This fine fall day – and it is a fine fall day: sunny, the leaves are changing and floating softly to the ground in a light breeze, it’s not hot – is the last day of Hispanic Heritage Month. I have mixed feelings about Hispanic Heritage Month, the same way I do about Women’s History Month, and African American History Month. If we just lived in a world that held the accomplishments of Latinxs, women, and African Americans in the same esteem as Anglo Americans, and if we had more fair representation in U.S. text books, we wouldn’t need these token months. Largely, months like these end up being used to assuage liberal guilt for the rest of the year when no one is held accountable for the monolithic literature, art, history, sociological perspective teachers assign. These are the special months where a teacher brushes the dust off their copy of Martin Luther King Jr.’s “I Have A Dream” speech and shows their students art by Diego Rivera and Frida Kahlo (even though they are solidly Mexican and therefore not “Latina/o” or "Hispanic"), and talks about how in the 1940s women got to put on pants and tie up their hair in red kerchiefs and that was very empowering.

Two people Chican@s love (for good reason)

But we do not live in society that respects the diverse achievements of women and people of color; we don’t even in live in society whose government is free from discriminatory speech (cough *Trump campaign* cough). So because we still have a long way to go, I too participate in using these token months to bring extra awareness (I say “extra” because I already assign primarily people of color and different genders/sexes in my classes).

For me, one of the ways to use Hispanic Heritage Month in a more nuanced way was to attempt to highlight the incredible differences that get swept into that pan-ethnic phrase. It’s significant to point out that all Latinxs in the U.S. are not Mexican and that even within national-identifications (Mexican, Cuban, Puerto Rican, Dominican, Venezuelan, etc.), there is a vast difference in phenotype (i.e. skin, eye, and hair color, bone structure, etc.).

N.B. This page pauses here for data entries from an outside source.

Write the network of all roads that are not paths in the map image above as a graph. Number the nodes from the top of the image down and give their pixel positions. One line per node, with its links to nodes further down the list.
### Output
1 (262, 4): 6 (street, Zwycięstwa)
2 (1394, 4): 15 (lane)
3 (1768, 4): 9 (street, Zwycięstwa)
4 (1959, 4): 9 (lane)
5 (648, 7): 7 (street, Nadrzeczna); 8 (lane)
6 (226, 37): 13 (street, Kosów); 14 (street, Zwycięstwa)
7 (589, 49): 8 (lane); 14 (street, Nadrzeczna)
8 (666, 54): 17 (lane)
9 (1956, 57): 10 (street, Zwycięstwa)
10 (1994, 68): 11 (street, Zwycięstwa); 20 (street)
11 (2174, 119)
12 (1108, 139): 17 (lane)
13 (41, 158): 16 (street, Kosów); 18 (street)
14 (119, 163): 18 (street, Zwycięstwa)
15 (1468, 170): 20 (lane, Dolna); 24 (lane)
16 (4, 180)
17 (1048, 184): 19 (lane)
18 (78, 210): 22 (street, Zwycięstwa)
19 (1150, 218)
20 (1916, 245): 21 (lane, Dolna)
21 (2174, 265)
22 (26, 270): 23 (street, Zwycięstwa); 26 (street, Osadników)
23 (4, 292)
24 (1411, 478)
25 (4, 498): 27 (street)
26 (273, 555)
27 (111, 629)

The hegemonic masses tend to forget that all those countries speak Spanish because Spanish colonizers disrupted and often destroyed the lives of the indigenous peoples, eradicating their languages and religious/spiritual customs, replacing them instead with a mixture of indigenous and European, blood and custom. That, as well as generations and generations of more freedom to marry whomever you chose regardless of race/ethnicity, provides (dare I say it) a virtual rainbow of peoples. This variation of physical appearance in reference to Latinx identity is particularly important to me for very practical reasons – I have to provide a gawddamn family tree every time someone learns that I’m Mexican American (my preferred self-identification is Chicana, but one thing at a time . . .).

For instance, this past September, I was on a plane heading to California to spend my abuelo’s 90th birthday with him and our family. My uncles, dad, and I had been talking for months about it. There was going to be barbacoa, frijoles, arroz, fresh corn tortillas, rivers of Corona and Coors Light, and my one uncle even made a Mariachi Pandora channel to play during the party since we all agreed that Grandpa wouldn’t like a mariachi band enough to actually pay those prices (¡híjole, tan caro!). Tíos and primos, neighbors, and friends were invited. The festivities were going to be held in my abuelito’s backyard (one of my favorite places on this earth). Family pitched in to prune the nectarine trees, rake up the dead fruit, move old potted plants that were blocking parts of the patio, set up tables for food and enough chairs for the older people to be able to sit down. There were colorful streamers and signs, photos of Grandpa when he was in the military and of their wedding in Mexico. Basically, we were throwing a good old-fashioned Mexican Sunday gathering.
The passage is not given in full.